Il “Teorema della parità”: le pari opportunità nella Provincia di Taranto
La discriminazione più diffusa a cui le donne sono sensibili è rappresentata dalla negazione delle pari opportunità di partenza, la mancata occasione di dimostrare il proprio valore, generata in ragione di un pregiudizio. I dati di sintesi affidabili sul “divario di genere” sono pochi e poco aggiornati: per capire dimensione e qualità del fenomeno probabilmente è utile procedere un po’ per similitudini e un po’ per induzione, a partire dai casi particolari. Perla Suma è Consigliera di Parità della Provincia di Taranto dal 2001 con un passato da sociologa, ispettrice del lavoro e giornalista che le ha consentito di maturare una speciale sensibilità verso i problemi della discriminazione, di ogni tipo, in generale, e di quella di genere in particolare.
11 Febbraio 2009
La discriminazione più diffusa a cui le donne sono sensibili è rappresentata dalla negazione delle pari opportunità di partenza, la mancata occasione di dimostrare il proprio valore, generata in ragione di un pregiudizio. I dati di sintesi affidabili sul “divario di genere” sono pochi e poco aggiornati: per capire dimensione e qualità del fenomeno probabilmente è utile procedere un po’ per similitudini e un po’ per induzione, a partire dai casi particolari. Perla Suma è Consigliera di Parità della Provincia di Taranto dal 2001 con un passato da sociologa, ispettrice del lavoro e giornalista che le ha consentito di maturare una speciale sensibilità verso i problemi della discriminazione, di ogni tipo, in generale, e di quella di genere in particolare.
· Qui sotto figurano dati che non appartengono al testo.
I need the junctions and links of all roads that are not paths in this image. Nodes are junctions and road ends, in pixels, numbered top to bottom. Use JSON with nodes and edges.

Nel 2006 un’indagine sul “benessere lavorativo” delle donne nella provincia di Taranto fa emergere la frequente precarietà o irregolarità, e la difficoltà di conciliazione con le esigenze familiari. “Il Filo di Arianna”, nel 2007, affronta le tematiche delle molestie sessuali e discriminazioni sul lavoro, contribuendo a far conoscere i rimedi messi a disposizione di chi ne è vittima e le autorità preposte a garantirli e tutelarli. “Onda di Parità”, sempre nel 2007, è rivolto a 14 donne non udenti, con l’obiettivo di formarle all’utilizzo del software di archiviazione di documenti cartacei su supporti digitali. Il progetto “Disegnare il Futuro”, ancora nel 2007, è un’azione formativa al lavoro nel campo della confezione prét-a-porter, rivolta a 19 detenute della Casa Circondariale di Taranto, di età compresa tra i 30 e i 35 anni (per meta extracomunitarie). Oggi le “lezioni di parità” su YouTube, un modo creativo e divertente per educare alle pari opportunità.
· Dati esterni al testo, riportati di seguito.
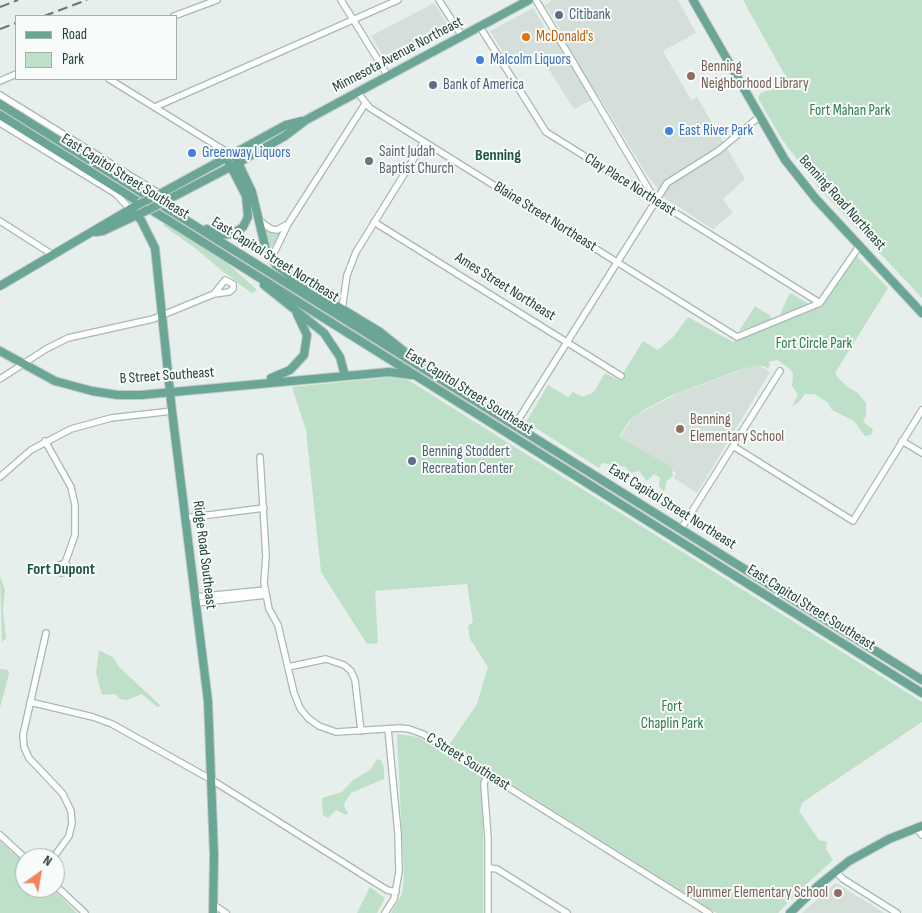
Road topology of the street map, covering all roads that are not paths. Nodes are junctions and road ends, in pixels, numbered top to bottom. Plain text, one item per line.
1 (216, 0) edge
2 (342, 0) edge
3 (398, 0) edge
4 (439, 0) edge
5 (529, 0) edge
6 (536, 0) edge
7 (693, 0) edge
8 (177, 15) edge
9 (353, 20) junction
10 (480, 26) junction
11 (462, 36) junction
12 (15, 74) edge
13 (388, 76) junction
14 (111, 80) edge
15 (0, 81) edge
16 (357, 92) junction
17 (0, 95) edge
18 (0, 104) edge
19 (365, 104) junction
20 (155, 107) junction
21 (0, 115) edge
22 (759, 117) junction
23 (306, 120) junction
24 (0, 123) edge
25 (424, 142) junction
26 (222, 149) junction
27 (234, 154) junction
28 (226, 158) junction
29 (235, 165) junction
30 (162, 196) junction
31 (655, 200) junction
32 (130, 209) junction
33 (170, 210) junction
34 (138, 215) junction
35 (0, 220) edge
36 (259, 221) junction
37 (374, 222) junction
38 (288, 224) junction
39 (96, 232) junction
40 (860, 245) junction
41 (53, 256) junction
42 (227, 257) junction
43 (270, 259) junction
44 (616, 262) junction
45 (0, 284) edge
46 (214, 294) dead end
47 (287, 303) junction
48 (820, 303) junction
49 (342, 309) junction
50 (922, 313) edge
51 (162, 316) junction
52 (566, 342) junction
53 (0, 351) edge
54 (22, 365) junction
55 (780, 371) dead end
56 (345, 376) junction
57 (621, 376) dead end
58 (430, 378) junction
59 (0, 379) edge
60 (251, 383) junction
61 (170, 392) junction
62 (922, 410) edge
63 (172, 412) junction
64 (515, 425) junction
65 (45, 441) junction
66 (902, 441) junction
67 (733, 446) junction
68 (922, 453) edge
69 (260, 457) dead end
70 (0, 477) edge
71 (264, 508) junction
72 (185, 518) junction
73 (681, 529) junction
74 (65, 563) dead end
75 (266, 592) junction
76 (196, 600) junction
77 (46, 633) dead end
78 (288, 667) junction
79 (922, 680) edge
80 (922, 693) edge
81 (30, 702) junction
82 (388, 729) junction
83 (361, 731) junction
84 (487, 774) junction
85 (212, 780) junction
86 (919, 827) edge
87 (0, 835) edge
88 (922, 835) edge
89 (60, 848) edge
90 (15, 849) edge
91 (489, 868) junction
92 (835, 871) junction
93 (396, 892) junction
94 (65, 894) edge
95 (214, 909) edge
96 (85, 913) edge
97 (226, 913) edge
98 (385, 913) edge
99 (488, 913) edge
100 (567, 913) edge
101 (710, 913) edge
102 (790, 913) edge
103 (897, 913) edge

1 - 8 street
2 - 9 street
3 - 9 street
4 - 11 street
5 - 10 main road, Minnesota Avenue Northeast
6 - 31 street
7 - 22 main road, Benning Road Northeast
9 - 13 street
9 - 20 street
10 - 11 main road, Minnesota Avenue Northeast
10 - 31 street, Clay Place Northeast
11 - 13 main road, Minnesota Avenue Northeast
12 - 15 street
13 - 16 main road, Minnesota Avenue Northeast
14 - 20 street
16 - 19 street, Blaine Street Northeast
16 - 23 main road, Minnesota Avenue Northeast
17 - 30 street
18 - 33 main road, East Capitol Street Northeast
19 - 25 street, Blaine Street Northeast
19 - 38 street
20 - 26 street
21 - 42 main road, East Capitol Street Southeast
22 - 31 street
22 - 40 main road, Benning Road Northeast
23 - 27 main road, Minnesota Avenue Northeast
23 - 29 main road, Minnesota Avenue Northeast
24 - 32 street, East Capitol Street Southeast
25 - 37 street
25 - 44 street, Blaine Street Northeast
26 - 27 street
26 - 28 street
27 - 28 main road, Minnesota Avenue Northeast
27 - 29 main road
28 - 29 main road
28 - 30 main road, Minnesota Avenue Northeast
29 - 30 main road, Minnesota Avenue Northeast
29 - 33 main road
29 - 36 main road, East Capitol Street Northeast
30 - 32 main road, Minnesota Avenue Northeast, bridge
30 - 34 main road, Minnesota Avenue Northeast, bridge
31 - 44 street
31 - 48 street, Clay Place Northeast
32 - 34 main road, Ridge Road Southeast
32 - 39 main road, Minnesota Avenue Northeast
33 - 58 main road, East Capitol Street Northeast
34 - 39 main road, Minnesota Avenue Northeast
34 - 51 main road, Ridge Road Southeast
35 - 41 street
36 - 38 street
36 - 43 main road, East Capitol Street Northeast
37 - 49 street
37 - 52 street, Ames Street Northeast
38 - 43 street
39 - 41 main road
40 - 48 street
40 - 50 main road, Benning Road Northeast
41 - 45 main road
42 - 47 main road
42 - 58 main road, East Capitol Street Southeast
43 - 49 main road, East Capitol Street Northeast
44 - 48 street, Blaine Street Northeast
44 - 52 street
46 - 51 street
47 - 56 main road
47 - 60 main road
49 - 58 main road, East Capitol Street Northeast
51 - 54 street
51 - 61 main road, Ridge Road Southeast
52 - 57 street, Ames Street Northeast
52 - 64 street
53 - 54 main road, B Street Southeast
54 - 59 street
54 - 61 main road, B Street Southeast
55 - 67 street
56 - 58 main road, B Street Southeast
56 - 60 main road, B Street Southeast
58 - 64 main road, East Capitol Street Northeast
58 - 80 main road, East Capitol Street Southeast
60 - 61 main road, B Street Southeast
61 - 63 main road, Ridge Road Southeast
62 - 66 street
63 - 65 street
63 - 72 main road, Ridge Road Southeast
64 - 73 main road, East Capitol Street Northeast
65 - 70 street
65 - 74 street
66 - 67 street
66 - 68 street
67 - 73 street
69 - 71 street, C Street Southeast
71 - 72 street
71 - 75 street, C Street Southeast
72 - 76 main road, Ridge Road Southeast
73 - 79 main road, East Capitol Street Northeast
75 - 76 street
75 - 78 street, C Street Southeast
76 - 85 main road, Ridge Road Southeast
77 - 81 street
78 - 83 street, C Street Southeast
78 - 83 street
81 - 85 street
81 - 89 street
82 - 83 street, C Street Southeast
82 - 84 street, C Street Southeast
82 - 93 street
84 - 91 street
84 - 101 street, C Street Southeast
85 - 93 street
85 - 95 main road, Ridge Road Southeast
86 - 88 street
86 - 92 main road
87 - 90 street
91 - 99 street
91 - 100 street
92 - 102 main road
92 - 103 street
93 - 98 street
94 - 96 street
95 - 97 street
Un contesto come quello della Provincia di Taranto presenta delle caratteristiche peculiari e peculiari “ostacoli” al raggiungimento delle pari opportunità?
A mio modo di vedere, per quella che è la mia esperienza sul campo, non esistono ostacoli frapposti alle pari opportunità che si possano dire territorialmente caratterizzati, se si eccettuano, naturalmente, quelli riconducibili alle culture segregazioniste e fondamentaliste, presenti in alcuni Paesi in particolare.
È pur vero che aspetti congiunturali e ritardi endemici di matrice economica possono determinare l’affermarsi di maggiori disparità nei territori che ne sono affetti, alimentando la composizione di un quadro sociale in cui, ad esempio, il precariato diventa sempre più precariato femminile e le emergenze strutturali di carattere generale assorbono anche quelle energie che in altri contesti sarebbero indirizzate allo specifico delle politiche di genere.
La provincia di Taranto certamente è tra questi casi, poiché vive una situazione economica, sanitaria e socio-assistenziale tale da richiedere interventi massivi su più fronti e, di conseguenza, destinare alle pari opportunità l’attenzione che è possibile dare a uno solo degli elementi di un quadro composito e complesso.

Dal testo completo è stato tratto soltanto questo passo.